No Brasil, 9,8 milhões de jovens de 15 a 29 anos não concluíram a educação básica e não frequentam escolas, segundo dados da pesquisa “Juventudes Fora da Escola”, desenvolvida pelo Itaú Educação e Trabalho e pela Fundação Roberto Marinho, com base em dados da Pesquisa Nacional por Amostra de Domicílios, do Instituto Brasileiro de Geografia e Estatística (IBGE) de 2022.
A maior parte desses jovens (78%) são de famílias com renda per capita de até um salário mínimo e sete em cada dez são negros. A maioria (43%) não finalizou o Ensino Fundamental; 22% completaram o Ensino Fundamental mas não iniciaram o Médio; e 35% têm o Ensino Médio incompleto.
Fora do ciclo escolar
Precisamos olhar também para os idosos, público que está fora do ciclo escolar e precisa de políticas e iniciativas próprias. As Projeções de População do IBGE mostram que, de 2000 para 2023, a proporção de idosos (pessoas com 60 anos ou mais) na população brasileira quase duplicou, subindo de 8,7% para 15,6%.
Em números totais, a população idosa passou de 15,2 milhões para 33,0 milhões, no período. Em 2070, a perspectiva é de que cerca de 37,8% dos habitantes do país serão idosos, o que corresponderá a 75,3 milhões de pessoas com 60 anos ou mais de idade.
No início de outubro, o Instituto de Referência em Internet e Sociedade (Iris) lançou o “Mapeamento de Iniciativas de Educação Midiática”, que encontrou 83 iniciativas de educação midiática em todo o país. Entre os achados, as pesquisadoras mapearam 26 iniciativas promovidas pela comunidade escolar e somente três projetos voltados para o público 60+.
Não dá para deixar só na conta dos professores e gestores educacionais a solução para todos os problemas da sociedade contemporânea. Os desafios que envolvem o novo ecossistema informacional são complexos e, para além do incentivo à permanência da educação midiática como parte fundamental do currículo escolar, precisamos de iniciativas que consigam incluir outros atores da sociedade.

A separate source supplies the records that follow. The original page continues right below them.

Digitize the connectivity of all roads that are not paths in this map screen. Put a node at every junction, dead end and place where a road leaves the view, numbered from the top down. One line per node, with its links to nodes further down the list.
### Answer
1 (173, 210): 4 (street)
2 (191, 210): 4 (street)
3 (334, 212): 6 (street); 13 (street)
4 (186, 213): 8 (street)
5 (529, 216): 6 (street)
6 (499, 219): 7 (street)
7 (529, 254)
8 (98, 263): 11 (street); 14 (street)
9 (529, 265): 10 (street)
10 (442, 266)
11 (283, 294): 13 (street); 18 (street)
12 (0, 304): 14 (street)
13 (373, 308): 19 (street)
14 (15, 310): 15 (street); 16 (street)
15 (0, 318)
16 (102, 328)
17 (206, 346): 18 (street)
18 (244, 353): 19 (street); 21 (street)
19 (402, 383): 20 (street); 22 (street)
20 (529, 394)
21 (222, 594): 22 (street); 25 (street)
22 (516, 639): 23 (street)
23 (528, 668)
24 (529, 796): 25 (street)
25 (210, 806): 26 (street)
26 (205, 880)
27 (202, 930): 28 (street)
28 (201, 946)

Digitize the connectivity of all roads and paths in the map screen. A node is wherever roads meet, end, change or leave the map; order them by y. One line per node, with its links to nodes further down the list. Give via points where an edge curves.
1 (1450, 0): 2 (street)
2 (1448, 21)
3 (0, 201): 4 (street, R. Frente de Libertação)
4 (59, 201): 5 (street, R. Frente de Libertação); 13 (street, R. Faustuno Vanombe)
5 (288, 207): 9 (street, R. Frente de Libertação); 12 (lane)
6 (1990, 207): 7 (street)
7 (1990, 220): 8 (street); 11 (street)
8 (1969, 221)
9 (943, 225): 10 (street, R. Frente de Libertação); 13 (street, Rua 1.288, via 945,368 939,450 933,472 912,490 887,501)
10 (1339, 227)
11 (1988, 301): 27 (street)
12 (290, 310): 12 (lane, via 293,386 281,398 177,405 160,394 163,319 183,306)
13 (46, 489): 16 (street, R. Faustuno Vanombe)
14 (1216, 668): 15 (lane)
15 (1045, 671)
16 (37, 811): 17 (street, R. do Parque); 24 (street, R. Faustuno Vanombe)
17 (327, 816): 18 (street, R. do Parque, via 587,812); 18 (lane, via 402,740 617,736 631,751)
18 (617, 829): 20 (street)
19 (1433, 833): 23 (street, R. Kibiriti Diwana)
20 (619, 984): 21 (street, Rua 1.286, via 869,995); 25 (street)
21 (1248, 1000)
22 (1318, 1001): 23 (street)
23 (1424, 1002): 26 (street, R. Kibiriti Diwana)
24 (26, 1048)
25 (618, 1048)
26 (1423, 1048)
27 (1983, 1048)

A Unesco está de olho neste aspecto e na MIL Week deste ano criou uma programação que prevê conversas sobre como a nova geração de criadores de conteúdo ocupa uma posição-chave na produção e na disseminação de informações de interesse público.
É preciso olhar para os influenciadores, convocar jornalistas, ocupar as empresas, repartições públicas, e levar a educação midiática para todos os espaços sociais. Quem sabe assim não teremos uma sociedade mais justa e igualitária, que garanta uma cidadania digital a todos os públicos, independentemente de onde esteja ou de quem seja.